China will send a senior economic delegation to France next week for a fresh round of high‑level economic and trade consultations with the United States, Beijing announced on Friday. The Ministry of Commerce said Vice Premier and Politburo member He Lifeng will head the Chinese team from March 14–17, with discussions to be guided by the key consensuses reached at the leaders’ Busan meeting and subsequent phone calls.
The trip marks the sixth formal round of the bilateral economic dialogue since both sides agreed to revive structured communications. Holding the talks in France underscores the internationalised character of U.S.‑China economic diplomacy: the parties are meeting away from their capitals and on neutral European soil, a setting likely chosen to minimise domestic political frictions and to situate the talks amid broader multilateral engagement.

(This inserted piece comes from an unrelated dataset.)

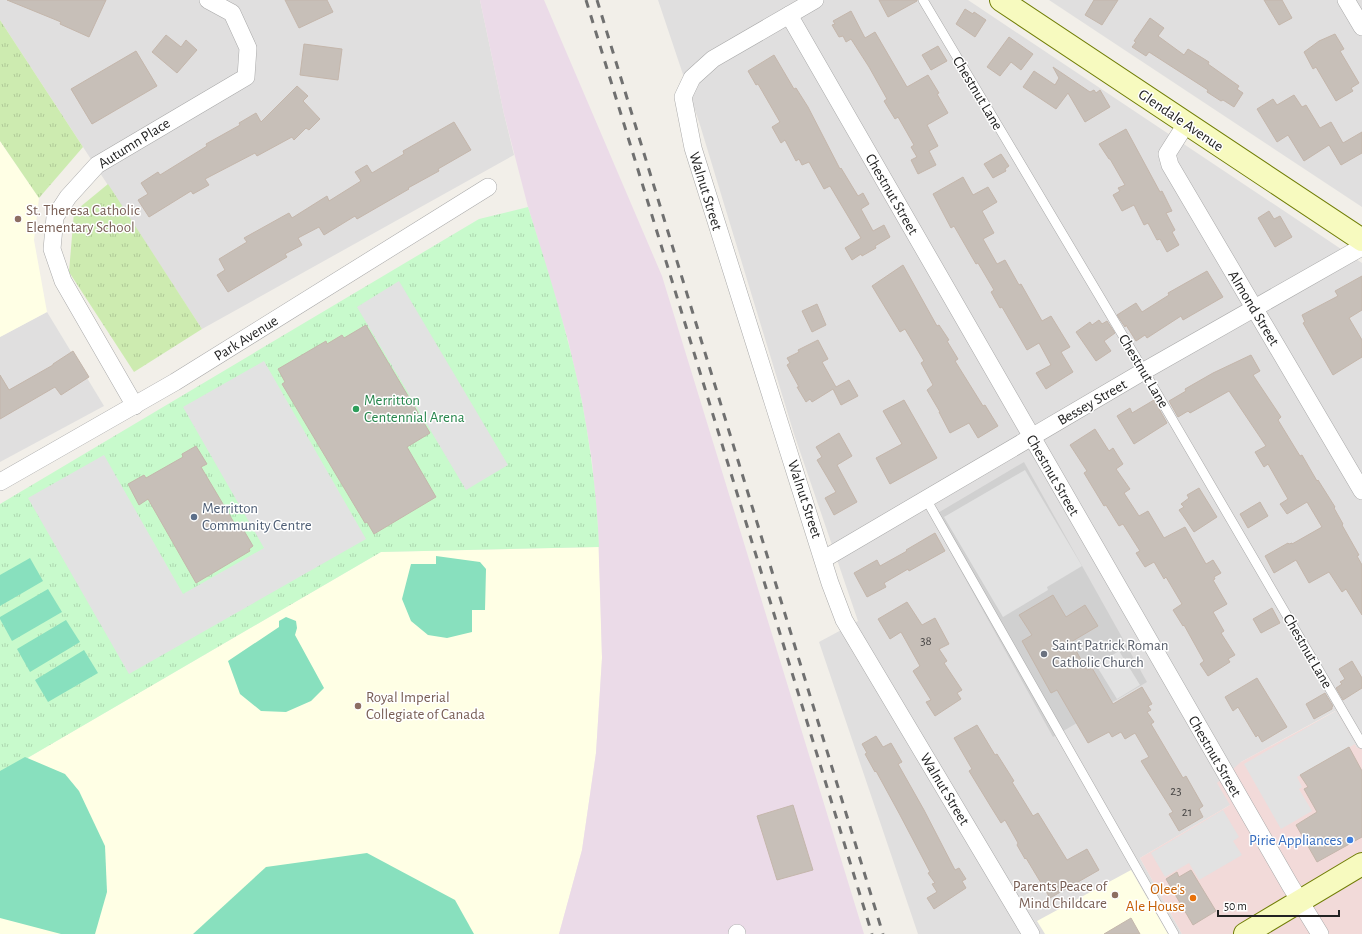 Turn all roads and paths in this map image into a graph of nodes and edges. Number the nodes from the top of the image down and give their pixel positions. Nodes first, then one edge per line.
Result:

Substantively, the consultations are expected to cover the usual, sensitive portfolio of bilateral economic issues: market access, tariffs, subsidy frameworks, export controls and technology restrictions, investment screening, and measures that affect global supply chains. Both Beijing and Washington have used such talks in the past to air grievances and test limited confidence‑building measures rather than to negotiate sweeping, headline‑grabbing agreements.
The resumption of dialogue follows a period of elevated economic friction—public complaints, investigations and restrictions have accumulated on both sides—and comes as private sector actors on both sides press for predictability. For global markets and multinationals, even modest procedural progress can ease uncertainty over rules for trade and investment in strategic sectors such as semiconductors, green technology and advanced manufacturing.
Yet the talks face clear limits. The underlying competition over industrial policy, national security‑driven export controls and the U.S. drive to secure critical supply chains will constrain negotiators. Domestic political calendars in Washington and Beijing, as well as allied concerns in Europe and Asia, further narrow the space for decisive compromises.
For observers, the French venue and the prominence of He Lifeng — who oversees much of China’s economic policy coordination — signal Beijing’s intent to take the discussions seriously while managing optics. The outcome to watch is not a comprehensive pact but whether the two sides can agree on processes to manage disputes, enhance transparency and avoid escalation that would disrupt commerce.
If the talks produce a modest set of procedural understandings or a roadmap for further engagement, they could lower near‑term risks for cross‑border investment and stabilise parts of the global supply chain. Conversely, failure to find common ground on core technological and security‑sensitive issues would likely reinforce the trend toward regulatory divergence and competitive industrial policy.
Either way, the France meetings will be a litmus test of whether bilateral economic dialogue remains a functioning channel for managing a fraught but indispensable relationship between the world’s two largest economies.